Sicily shifted her eyes away from me.

“So if you’ll excuse me,” I said more forcefully, “what I need is a shower, a job, and a different outlook on life. Pretty confident I can manage the shower.”

I made sure the footage was downloaded to the hard drive, just in case, and then backed out of the system and closed it down.

“But—” Sicily said.

“What now?”

“That car had a sticker on the back window. Like my aunt Edie’s car.”

The kid’s family folded out like a map to the universe, forever and ever, so many folds, so many panels. So many people to keep track of, to care about.

What a drag.

“Well, that’s a relief,” I said. “Right? Give my regards to Aunt Edie and tell her to drive a little slower along this stretch of Milwaukee Avenue next time. There are a lot of drunk people along this block, no idea how that happens. Someone really should talk to the alderperson.”

“No, you don’t get it,” Sicily said. “If Aunt Edie picked up my mom last night, why haven’t I heard from one of them? I already called Aunt Edie, first thing. She’s Mom’s boss, her best friend in the world.”

“And?”

“Her phone just goes to voicemail.”

At the note of distress in her voice, Bear lifted his head from Sicily’s leg. The tough chick who’d told me to piss off was gone, and in her place was this little figurine. Ceramic. A breakable girl.

Had I ever been this sort of helpless? Had I ever been given the chance?

“I don’t—I don’t know what to do,” Sicily said, barely audible.

Bear stretched his neck to give her wrist a lick. Whose side was heon?

The chance of me getting that shower anytime soon had already rushed right down the drain.

13

Sicily’s slick silver SUV smelled like apple pie.

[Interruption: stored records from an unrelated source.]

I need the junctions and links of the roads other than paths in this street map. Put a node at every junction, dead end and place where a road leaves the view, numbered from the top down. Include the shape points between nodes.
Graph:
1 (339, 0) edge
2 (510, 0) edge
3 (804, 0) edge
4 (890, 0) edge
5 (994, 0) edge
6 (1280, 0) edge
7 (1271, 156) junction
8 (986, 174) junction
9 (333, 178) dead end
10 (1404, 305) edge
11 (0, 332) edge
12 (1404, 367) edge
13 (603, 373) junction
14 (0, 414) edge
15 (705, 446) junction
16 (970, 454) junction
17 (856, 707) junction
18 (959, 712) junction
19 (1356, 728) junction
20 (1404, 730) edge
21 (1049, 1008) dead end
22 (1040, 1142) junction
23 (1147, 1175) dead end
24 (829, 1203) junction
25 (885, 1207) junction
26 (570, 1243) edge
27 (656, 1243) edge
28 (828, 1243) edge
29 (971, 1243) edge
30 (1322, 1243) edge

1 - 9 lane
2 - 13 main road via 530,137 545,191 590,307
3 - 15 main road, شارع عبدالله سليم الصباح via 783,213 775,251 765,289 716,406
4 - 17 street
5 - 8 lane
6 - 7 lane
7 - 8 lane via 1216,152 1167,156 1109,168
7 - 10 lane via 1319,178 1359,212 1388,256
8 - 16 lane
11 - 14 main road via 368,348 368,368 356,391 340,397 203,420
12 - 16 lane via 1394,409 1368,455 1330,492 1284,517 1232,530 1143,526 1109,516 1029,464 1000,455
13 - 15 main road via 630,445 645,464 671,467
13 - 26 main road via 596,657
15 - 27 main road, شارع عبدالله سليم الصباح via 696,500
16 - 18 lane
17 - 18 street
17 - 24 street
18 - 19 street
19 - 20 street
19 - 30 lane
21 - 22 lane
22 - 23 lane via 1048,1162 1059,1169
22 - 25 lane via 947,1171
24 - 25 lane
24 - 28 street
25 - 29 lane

We were taking city streets to catch the Eisenhower west toward Naperville—that beautiful horizon, that storied suburban Brigadoon—when we stopped for a light.

Sicily said, “That’s her. That’s my aunt Edie.”

I looked past the swinging air freshener on the rearview mirror. “Where?”

“There.” She pointed at the bus bench on the corner.

The ad on the bench was for the real estate developer whose arrogant smirk and pop-collared white shirt had been pasted all over the toniest parts of the city. “Live WELL with Edith Maxwell,” the ads promised, over that smug grin. MAXimize your investment with—

You get it.

I hadn’t paid any attention—until her urban sophisticate glasses had turned in the direction of the Jefferson Park neighborhood, my little slice of deep-dish pizza.

“Your aunt is freaking Edith Maxwell?” I said. “Are you kidding me?”

“What? Why?”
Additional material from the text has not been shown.